» **AIM OF THE EXERCISE**: Collect each line of the entries that holds the string "Коперника".

*** EXTRACTED ENTRIES ***

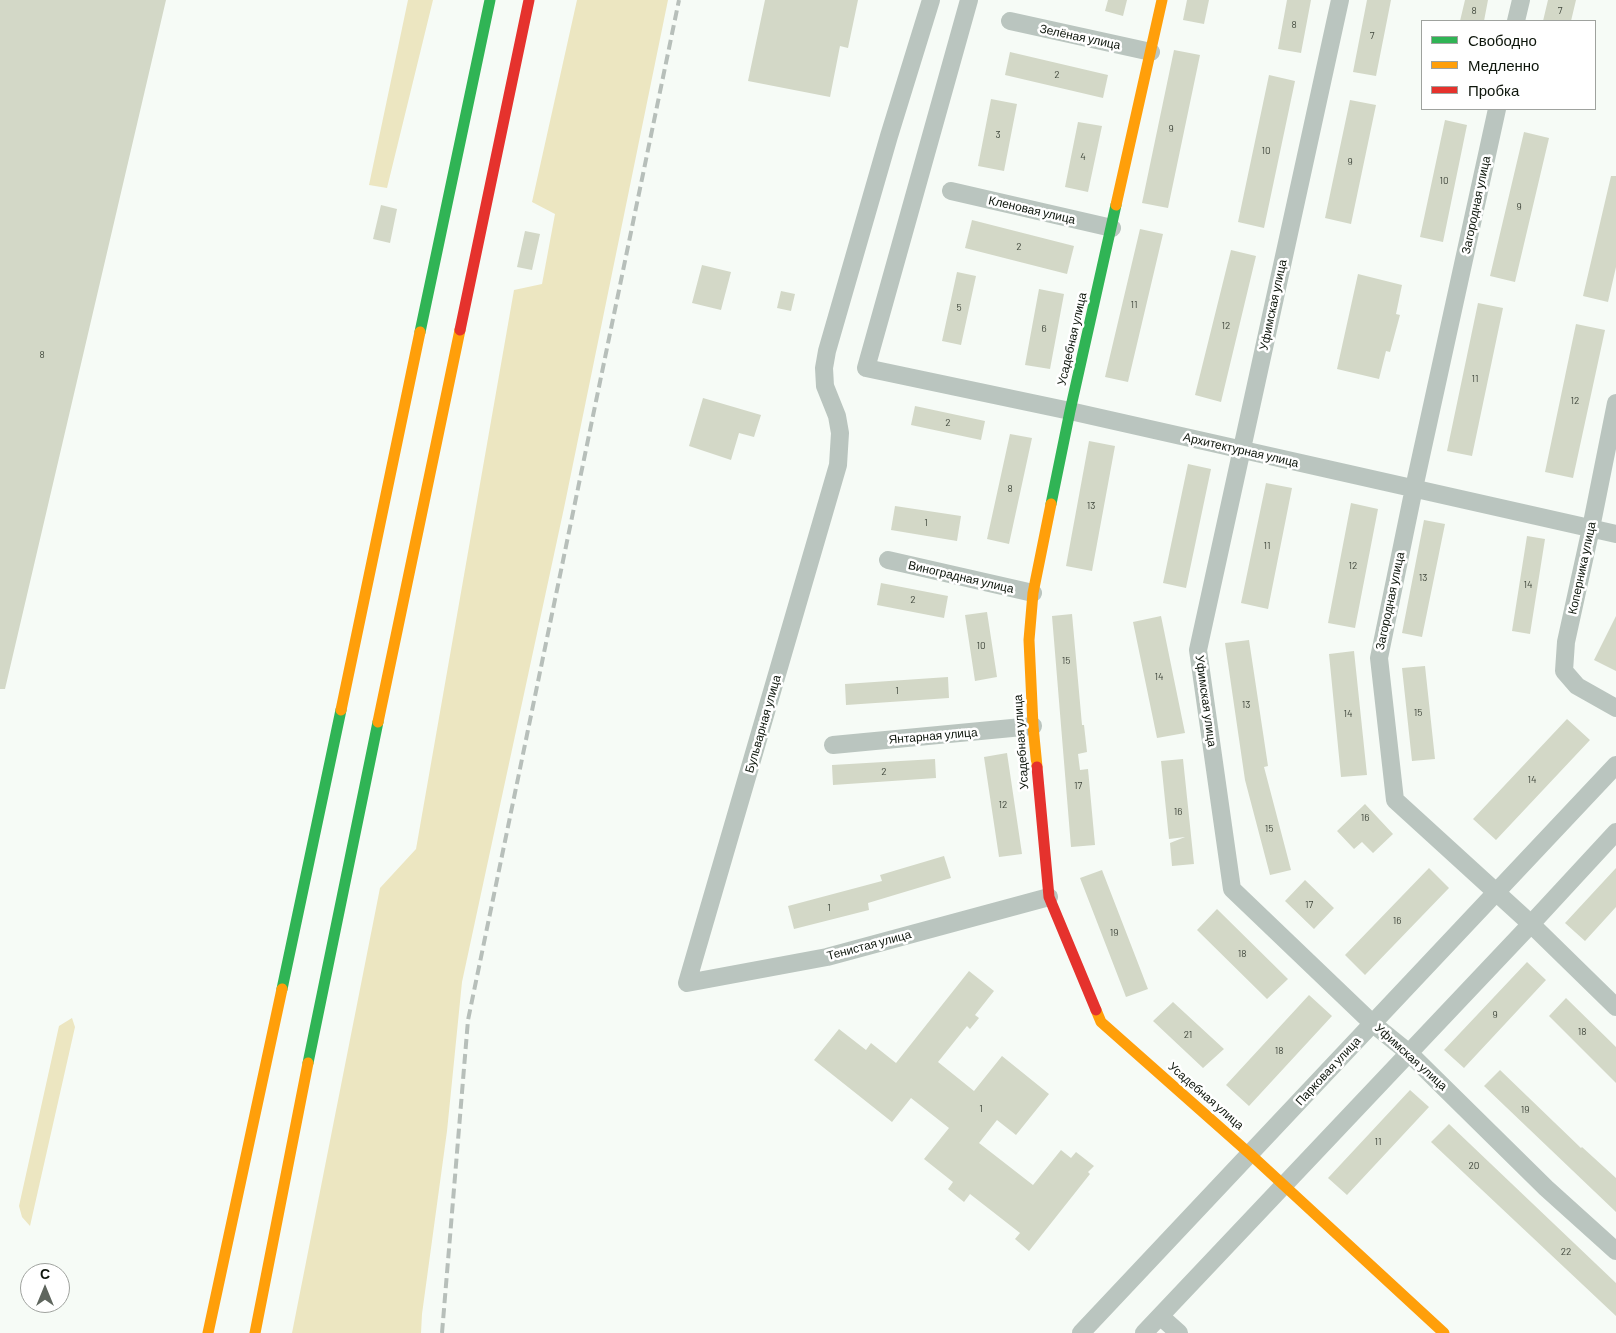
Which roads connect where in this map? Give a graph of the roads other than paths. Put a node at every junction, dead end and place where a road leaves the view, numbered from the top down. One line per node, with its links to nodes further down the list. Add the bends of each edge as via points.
1 (490, 0): 38 (main road)
2 (529, 0): 39 (main road, via 322,988)
3 (931, 0): 30 (street, Бульварная улица, via 827,351 825,386 840,433 838,465)
4 (969, 0): 15 (street, Архитектурная улица, via 866,368)
5 (1162, 0): 10 (main road, Усадебная улица)
6 (1340, 0): 16 (street, Уфимская улица)
7 (1521, 0): 8 (street)
8 (1516, 20)
9 (1010, 21): 10 (street, Зелёная улица)
10 (1151, 52): 13 (main road, Усадебная улица)
11 (1497, 110): 17 (street, Загородная улица)
12 (951, 191): 13 (street, Кленовая улица)
13 (1112, 228): 15 (main road, Усадебная улица)
14 (1616, 403): 18 (street, Коперника улица)
15 (1070, 411): 16 (street, Архитектурная улица); 21 (main road, Усадебная улица)
16 (1242, 451): 17 (street, Архитектурная улица); 32 (street, Уфимская улица, via 1198,650 1232,889)
17 (1414, 488): 18 (street, Архитектурная улица); 27 (street, Загородная улица, via 1379,658 1395,800)
18 (1591, 528): 19 (street, Архитектурная улица); 22 (street, Коперника улица, via 1566,642 1564,671 1577,686)
19 (1616, 534)
20 (888, 560): 21 (street, Виноградная улица)
21 (1033, 593): 23 (main road, Усадебная улица, via 1029,640)
22 (1616, 708)
23 (1033, 726): 24 (street, Янтарная улица); 28 (main road, Усадебная улица)
24 (833, 745)
25 (1616, 765): 27 (street, Парковая улица)
26 (1616, 832): 29 (street)
27 (1497, 892): 29 (street, Загородная улица); 32 (street, Парковая улица)
28 (1049, 897): 30 (street, Тенистая улица, via 827,956); 34 (main road, Усадебная улица, via 1101,1022)
29 (1531, 924): 31 (street, Загородная улица); 33 (street)
30 (687, 983)
31 (1616, 1007)
32 (1372, 1023): 33 (street, Уфимская улица); 34 (street, Парковая улица)
33 (1409, 1053): 35 (street); 36 (street, Уфимская улица, via 1546,1188)
34 (1250, 1154): 35 (main road, Усадебная улица); 40 (street, Парковая улица)
35 (1284, 1185): 37 (street); 43 (main road, Усадебная улица)
36 (1616, 1251)
37 (1160, 1316): 41 (street); 42 (street)
38 (208, 1333)
39 (255, 1333)
40 (1081, 1333)
41 (1144, 1333)
42 (1179, 1333)
43 (1444, 1333)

*** End of EXTRACTED ENTRIES ***

» **RESPONSE TO THIS EXERCISE**:
14 (1616, 403): 18 (street, Коперника улица)
18 (1591, 528): 19 (street, Архитектурная улица); 22 (street, Коперника улица, via 1566,642 1564,671 1577,686)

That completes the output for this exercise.